PIOMBINO. Il caso del pontile Solmine a Follonica si trasforma in un paradosso politico e tecnico. Secondo l’associazione Appello per il Lavoro e lo Sviluppo, le critiche sollevate dai comitati del “No” riguardo ai fatti avvenuti tra il 27 e il 28 gennaio non solo sarebbero infondate, ma finirebbero per confermare involontariamente la validità della scelta di posizionare il rigassificatore ITALIS LNG all’interno del porto di Piombino.
I fatti: protocolli e sicurezza
L’intervento di un rimorchiatore per il disormeggio di una nave a Follonica è stato al centro della polemica. Tuttavia, l’Associazione chiarisce che l’operazione è stata gestita con “impeccabile scelta tecnica“. I protocolli parlano chiaro. I mezzi di soccorso sono prioritariamente vincolati alla sicurezza della ITALIS LNG. Fondamentale è anche la gestione del tempo, infatti, per gli interventi extra-portuali è richiesto un preavviso di 90 minuti, garantendo che la protezione interna non venga mai meno.
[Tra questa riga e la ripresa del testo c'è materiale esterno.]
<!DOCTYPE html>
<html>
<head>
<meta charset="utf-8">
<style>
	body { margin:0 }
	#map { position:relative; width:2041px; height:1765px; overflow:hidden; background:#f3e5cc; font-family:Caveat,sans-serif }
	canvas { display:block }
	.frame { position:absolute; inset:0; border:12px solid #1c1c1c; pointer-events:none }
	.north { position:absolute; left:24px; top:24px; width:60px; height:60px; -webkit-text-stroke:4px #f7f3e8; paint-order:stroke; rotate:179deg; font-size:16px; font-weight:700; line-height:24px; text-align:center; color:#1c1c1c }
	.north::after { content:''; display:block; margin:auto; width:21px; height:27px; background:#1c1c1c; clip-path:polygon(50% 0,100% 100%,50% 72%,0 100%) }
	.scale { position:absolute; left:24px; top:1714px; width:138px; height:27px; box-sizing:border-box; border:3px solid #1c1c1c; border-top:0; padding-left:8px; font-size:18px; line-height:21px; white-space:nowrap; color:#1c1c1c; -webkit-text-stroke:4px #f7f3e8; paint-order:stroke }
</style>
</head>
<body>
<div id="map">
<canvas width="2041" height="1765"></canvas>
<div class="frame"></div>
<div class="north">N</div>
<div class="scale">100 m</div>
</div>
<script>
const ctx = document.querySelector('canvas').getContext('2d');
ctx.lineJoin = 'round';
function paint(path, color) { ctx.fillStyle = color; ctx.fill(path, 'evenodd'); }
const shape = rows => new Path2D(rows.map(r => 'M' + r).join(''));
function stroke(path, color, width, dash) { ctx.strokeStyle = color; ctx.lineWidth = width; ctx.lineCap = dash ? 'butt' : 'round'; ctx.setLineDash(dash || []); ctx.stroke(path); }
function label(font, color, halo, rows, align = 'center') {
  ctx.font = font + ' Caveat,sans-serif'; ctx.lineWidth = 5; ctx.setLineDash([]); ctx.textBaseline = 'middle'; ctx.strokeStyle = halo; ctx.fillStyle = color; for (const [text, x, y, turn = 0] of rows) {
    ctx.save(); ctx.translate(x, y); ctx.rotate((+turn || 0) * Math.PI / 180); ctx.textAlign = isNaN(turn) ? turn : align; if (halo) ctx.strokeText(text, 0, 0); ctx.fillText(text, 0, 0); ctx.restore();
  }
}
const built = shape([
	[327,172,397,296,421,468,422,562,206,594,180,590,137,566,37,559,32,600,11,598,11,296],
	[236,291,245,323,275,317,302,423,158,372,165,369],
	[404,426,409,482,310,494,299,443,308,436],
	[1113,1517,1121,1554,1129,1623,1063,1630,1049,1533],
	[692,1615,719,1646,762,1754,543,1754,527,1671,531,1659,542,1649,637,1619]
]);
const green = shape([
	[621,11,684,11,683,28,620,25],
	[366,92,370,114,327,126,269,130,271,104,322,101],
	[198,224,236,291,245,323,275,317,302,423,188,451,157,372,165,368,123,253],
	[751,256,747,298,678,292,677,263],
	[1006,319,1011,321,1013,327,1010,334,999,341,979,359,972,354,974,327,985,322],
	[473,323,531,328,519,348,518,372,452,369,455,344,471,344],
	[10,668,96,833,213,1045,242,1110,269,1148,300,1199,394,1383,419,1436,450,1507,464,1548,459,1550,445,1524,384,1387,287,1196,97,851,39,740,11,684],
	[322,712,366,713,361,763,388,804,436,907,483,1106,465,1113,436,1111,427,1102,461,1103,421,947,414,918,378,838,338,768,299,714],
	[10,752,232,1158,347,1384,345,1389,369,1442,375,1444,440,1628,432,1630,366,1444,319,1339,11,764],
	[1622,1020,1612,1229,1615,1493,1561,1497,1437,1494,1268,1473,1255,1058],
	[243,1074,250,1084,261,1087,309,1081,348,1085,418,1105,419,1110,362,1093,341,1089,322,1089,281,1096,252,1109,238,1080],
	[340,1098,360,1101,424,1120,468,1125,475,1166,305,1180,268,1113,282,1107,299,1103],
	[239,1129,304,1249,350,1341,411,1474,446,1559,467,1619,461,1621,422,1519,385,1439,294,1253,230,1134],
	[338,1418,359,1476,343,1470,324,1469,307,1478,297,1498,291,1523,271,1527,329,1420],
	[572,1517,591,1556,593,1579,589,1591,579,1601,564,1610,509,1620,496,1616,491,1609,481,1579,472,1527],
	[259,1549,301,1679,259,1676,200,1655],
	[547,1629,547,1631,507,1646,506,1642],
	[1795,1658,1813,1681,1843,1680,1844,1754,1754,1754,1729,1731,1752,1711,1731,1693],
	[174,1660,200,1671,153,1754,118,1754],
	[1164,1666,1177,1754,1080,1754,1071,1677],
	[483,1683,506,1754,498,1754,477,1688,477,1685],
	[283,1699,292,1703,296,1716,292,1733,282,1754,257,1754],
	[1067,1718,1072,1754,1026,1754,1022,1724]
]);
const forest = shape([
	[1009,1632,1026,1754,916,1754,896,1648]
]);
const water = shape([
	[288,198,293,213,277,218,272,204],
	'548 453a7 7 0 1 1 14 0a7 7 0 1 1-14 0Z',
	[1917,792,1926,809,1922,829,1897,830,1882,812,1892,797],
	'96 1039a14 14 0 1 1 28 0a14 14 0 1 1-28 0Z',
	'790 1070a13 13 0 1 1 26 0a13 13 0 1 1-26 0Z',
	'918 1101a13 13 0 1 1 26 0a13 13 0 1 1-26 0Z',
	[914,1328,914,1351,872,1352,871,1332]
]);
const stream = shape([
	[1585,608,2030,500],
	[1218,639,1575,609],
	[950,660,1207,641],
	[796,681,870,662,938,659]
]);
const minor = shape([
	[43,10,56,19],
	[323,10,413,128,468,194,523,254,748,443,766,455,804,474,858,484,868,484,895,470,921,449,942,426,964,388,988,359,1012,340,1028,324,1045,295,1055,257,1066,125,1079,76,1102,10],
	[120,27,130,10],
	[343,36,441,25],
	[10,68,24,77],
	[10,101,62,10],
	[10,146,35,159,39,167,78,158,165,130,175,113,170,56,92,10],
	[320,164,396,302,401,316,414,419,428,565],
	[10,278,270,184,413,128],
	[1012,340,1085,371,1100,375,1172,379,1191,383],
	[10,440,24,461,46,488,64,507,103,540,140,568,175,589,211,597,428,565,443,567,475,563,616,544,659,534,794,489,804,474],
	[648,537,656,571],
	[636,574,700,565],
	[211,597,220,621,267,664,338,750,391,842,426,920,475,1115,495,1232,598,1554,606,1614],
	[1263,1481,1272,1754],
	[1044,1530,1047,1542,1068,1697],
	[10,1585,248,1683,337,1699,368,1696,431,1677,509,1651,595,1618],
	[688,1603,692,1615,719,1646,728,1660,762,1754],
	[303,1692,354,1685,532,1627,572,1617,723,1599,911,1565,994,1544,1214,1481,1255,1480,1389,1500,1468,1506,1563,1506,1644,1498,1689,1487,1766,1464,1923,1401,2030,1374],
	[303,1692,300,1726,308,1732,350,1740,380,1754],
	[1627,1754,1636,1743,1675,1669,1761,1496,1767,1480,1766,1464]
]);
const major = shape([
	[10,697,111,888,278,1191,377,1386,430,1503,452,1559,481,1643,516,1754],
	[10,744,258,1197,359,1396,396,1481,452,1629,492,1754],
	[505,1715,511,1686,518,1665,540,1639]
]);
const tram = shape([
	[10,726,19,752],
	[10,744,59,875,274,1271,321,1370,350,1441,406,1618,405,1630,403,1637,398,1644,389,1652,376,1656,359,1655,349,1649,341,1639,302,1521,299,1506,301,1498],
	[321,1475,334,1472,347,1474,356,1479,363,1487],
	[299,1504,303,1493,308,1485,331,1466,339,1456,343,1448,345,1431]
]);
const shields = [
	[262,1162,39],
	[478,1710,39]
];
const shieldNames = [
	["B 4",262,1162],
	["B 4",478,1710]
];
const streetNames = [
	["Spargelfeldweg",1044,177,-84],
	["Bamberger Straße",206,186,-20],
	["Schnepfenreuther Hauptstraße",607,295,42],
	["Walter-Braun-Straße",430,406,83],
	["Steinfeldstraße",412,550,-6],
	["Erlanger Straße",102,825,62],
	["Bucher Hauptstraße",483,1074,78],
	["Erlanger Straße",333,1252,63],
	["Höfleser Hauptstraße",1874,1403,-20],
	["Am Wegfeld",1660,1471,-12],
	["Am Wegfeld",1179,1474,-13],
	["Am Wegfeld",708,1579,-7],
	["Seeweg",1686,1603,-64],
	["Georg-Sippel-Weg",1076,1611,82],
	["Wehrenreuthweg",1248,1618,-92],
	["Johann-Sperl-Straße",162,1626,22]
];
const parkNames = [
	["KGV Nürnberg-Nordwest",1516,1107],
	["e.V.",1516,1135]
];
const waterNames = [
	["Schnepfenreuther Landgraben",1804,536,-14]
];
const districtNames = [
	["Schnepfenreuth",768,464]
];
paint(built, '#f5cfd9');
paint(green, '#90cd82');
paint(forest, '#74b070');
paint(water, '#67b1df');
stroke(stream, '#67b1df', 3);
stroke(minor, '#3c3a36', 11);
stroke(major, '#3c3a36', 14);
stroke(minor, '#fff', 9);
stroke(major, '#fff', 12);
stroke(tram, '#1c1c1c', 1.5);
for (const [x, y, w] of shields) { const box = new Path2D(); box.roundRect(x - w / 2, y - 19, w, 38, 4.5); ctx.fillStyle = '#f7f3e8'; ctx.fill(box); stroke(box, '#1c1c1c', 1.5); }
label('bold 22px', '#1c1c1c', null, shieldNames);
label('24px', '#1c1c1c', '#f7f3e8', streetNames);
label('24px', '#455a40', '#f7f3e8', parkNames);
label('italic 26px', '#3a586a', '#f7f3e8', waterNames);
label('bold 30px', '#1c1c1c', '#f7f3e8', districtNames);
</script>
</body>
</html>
Nonostante la squadra fosse pronta alle 3:00 del mattino, però, si è scelto di attendere il miglioramento meteo per evitare rischi inutili su un molo in mare aperto, dato che la nave era già ormeggiata in sicurezza.
L’effetto boomerang: «Come il cavolo a merenda»
La nota dell’associazione è tagliente: ringrazia ironicamente i comitati per aver fornito la “prova definitiva” della superiorità della soluzione in porto rispetto a quella offshore.
“Paragonare un pontile in mare aperto a un porto protetto è tecnicamente senza senso, un confronto che sta insieme come il cavolo a merenda.”
Secondo l’Associazione, l’episodio di Follonica dimostra tre punti chiave:
«Dobbiamo paradossalmente ringraziare i comitati del “no” per aver portato all’attenzione questo episodio. Nel tentativo di sollevare una polemica, hanno offerto la prova definitiva di un concetto tecnico fondamentale: una soluzione offshore è intrinsecamente meno sicura di una in porto».
L’episodio dimostra che il mare aperto è intrinsecamente più fragile di fronte alle condizioni meteo-marine, la ITALIS LNG, protetta dalle infrastrutture portuali, gode di una stabilità che una piattaforma offshore non potrebbe mai avere, infine, chi usa questi fatti per fare allarmismo dimostrerebbe, secondo la nota, una profonda lacuna tecnica o un pregiudizio ideologico.
«In conclusione – scrivono -, i comitati hanno involontariamente evidenziato che la ITALIS LNG, protetta dalle infrastrutture del porto di Piombino, gode di una sicurezza operativa che nessuna soluzione offshore potrebbe garantire. Chi oggi usa questo episodio per fare allarmismo, non fa altro che confermare la propria incompetenza tecnica o il proprio fervore ideologico».
L’Associazione ribadisce, dunque, la propria posizione a favore della verità dei dati contro la “demagogia“, sostenendo che la sicurezza operativa di Piombino sia uscita rafforzata, e non indebolita, dalla gestione degli ultimi eventi.